Less frowns and makes his way to the closet, catching a glimpse of himself in the mirror: his flushed face, his white body. Like a statue pieced together with the wrong head. “Tell me why I am this called.”

“You know, your German is pretty terrible,” Bastian tells him.

“Not true. It is not perfect, perhaps,” Less tells him, “but it is excited.”

The young man laughs freely, sitting up in bed. Brown skin, reddened on his shoulders and his cheeks from his time in the solarium. “See, I don’t know what you’re talking about. Excited?”

“Excited,” Less explains, pulling on his underwear. “Enthusiastic.”

“Yes, you talk like a child. You look and act very young.” He reaches one hand out to catch Less’s arm and pulls him to the bed. “Maybe you never grew up.”

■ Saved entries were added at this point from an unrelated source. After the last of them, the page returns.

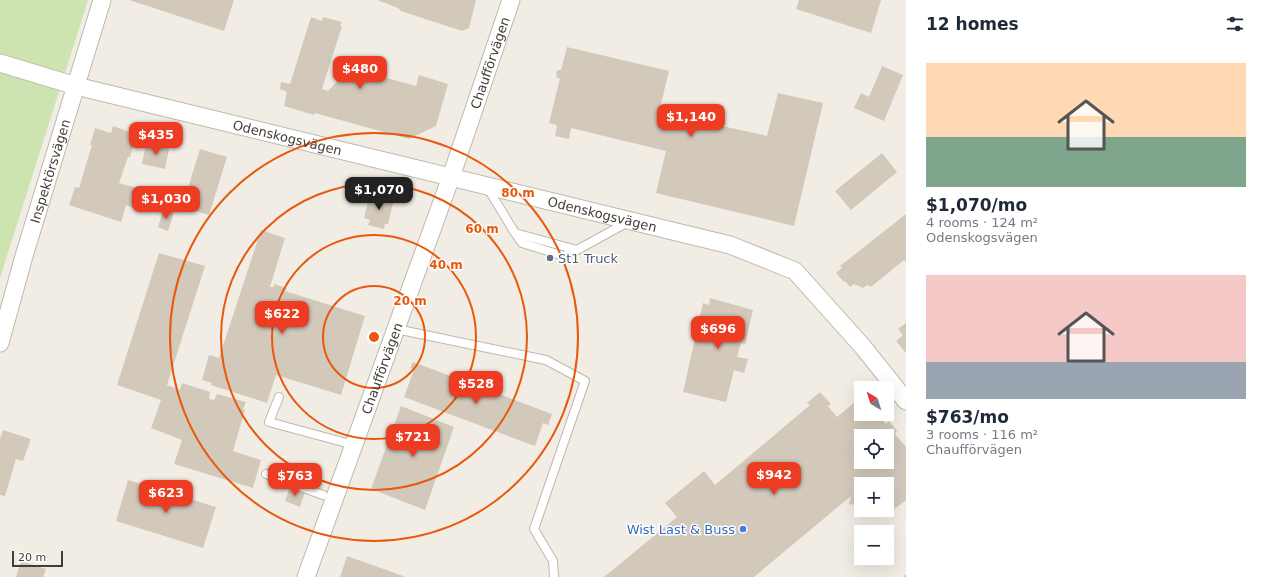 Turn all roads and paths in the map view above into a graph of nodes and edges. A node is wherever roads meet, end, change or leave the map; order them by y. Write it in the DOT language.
graph roads {
  1 [pos="102,0"];
  2 [pos="511,0"];
  3 [pos="0,63"];
  4 [pos="76,86"];
  5 [pos="451,177"];
  6 [pos="486,186"];
  7 [pos="631,221"];
  8 [pos="396,329"];
  9 [pos="0,342"];
  10 [pos="279,397"];
  11 [pos="906,401"];
  12 [pos="354,445"];
  13 [pos="266,474"];
  14 [pos="323,495"];
  15 [pos="306,577"];
  16 [pos="554,577"];
  1 -- 4 [label="street, Inspektörsvägen"];
  2 -- 5 [label="street, Chaufförvägen"];
  3 -- 4 [label="street, Odenskogsvägen"];
  4 -- 5 [label="street, Odenskogsvägen"];
  4 -- 9 [label="street, Inspektörsvägen"];
  5 -- 6 [label="street, Odenskogsvägen"];
  5 -- 8 [label="street, Chaufförvägen"];
  6 -- 7 [label="street, Odenskogsvägen"];
  6 -- 7 [label="lane"];
  7 -- 11 [label="street, Odenskogsvägen"];
  8 -- 12 [label="street, Chaufförvägen"];
  8 -- 16 [label="lane"];
  10 -- 12 [label="lane"];
  12 -- 15 [label="street, Chaufförvägen"];
  13 -- 14 [label="lane"];
}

Maybe he never did. Less knows so well the pleasures of youth—danger, excitement, losing oneself in a dark club with a pill, a shot, a stranger’s mouth—and, with Robert and his friends, the pleasures of age—comfort and ease, beauty and taste, old friends and old stories and wine, whiskey, sunsets over the water. His entire life, he has alternated between the two. There is his own distant youth, that daily humiliation of rinsing out your one good shirt and putting on your one good smile, along with the daily rush of newness: new pleasures, new people, new reflections of yourself. There is Robert’s late middle age of selecting his vices as carefully as ties in a Paris shop, napping in the sunlight on an afternoon and getting up from a chair and hearing the creak of death. The city of youth, the country of age. But in between, where Less is living—that exurban existence? How has he never learned to live it?

“I think you should grow a beard,” the young man murmurs later. “I think you would be very handsome.”

So he does.



A truth must now be told: Arthur Less is no champion in bed.

Anyone would guess, seeing Bastian staring up at Less’s window each night, waiting to be buzzed in, that it is the sex that brings him. But it is not precisely the sex. The narrator must be trusted to report that Arthur Less is—technically—not a skilled lover.

He possesses, first of all, none of the physical attributes; he is average in every way. A straightforwardly American man, smiling and blinking with his pale lashes. A handsome face, but otherwise ordinary. He has also, since his early youth, suffered an anxiety that leaves him sometimes too eager in the sexual act, sometimes not eager enough. Technically: bad in bed. And yet—just as a flightless bird will evolve other tactics for survival, Arthur Less has developed other traits. Like the bird, he is unaware of these.

He kisses—how do I explain it? Like someone in love. Like he has nothing to lose. Like someone who has just learned a foreign language and can use only the present tense and only the second person. Only now, only you. There are some men who have never been kissed like that. There are some men who discover, after Arthur Less, that they never will be again.

Even more mystical: his touch casts a curious spell. There is no other word for it. Perhaps it is the effect of his being “someone without skin” that Less can sometimes touch another and send the spark of his own nervous system into theirs. This was something Robert noticed right away; he said, “You’re a witch, Arthur Less.” Others, less susceptible, have paid no attention, too intent on their own elaborate needs (“Higher; no, higher; no, HIGHER!”). But Freddy felt it as well. A minor shock, a lack of air, a brief blackout, perhaps, and back again to see Less’s innocent face above him, wreathed in sweat. Is it perhaps a radiation, an emanation of this innocence, this guilelessness, grown white-hot? Bastian is not immune. One night, after fumbling adolescently in the hall, they try to undress each other but, outwitted by foreign systems of buttons and closures, end up undressing themselves. Arthur returns to the bed, where Bastian is waiting, naked and tan, and climbs aboard. As Less does this, he rests one hand on Bastian’s chest. Bastian gasps. He writhes; his breathing quickens; and after a moment he whispers: “Was tust du mir an?” (What are you doing to me?) Less has no idea what he is doing.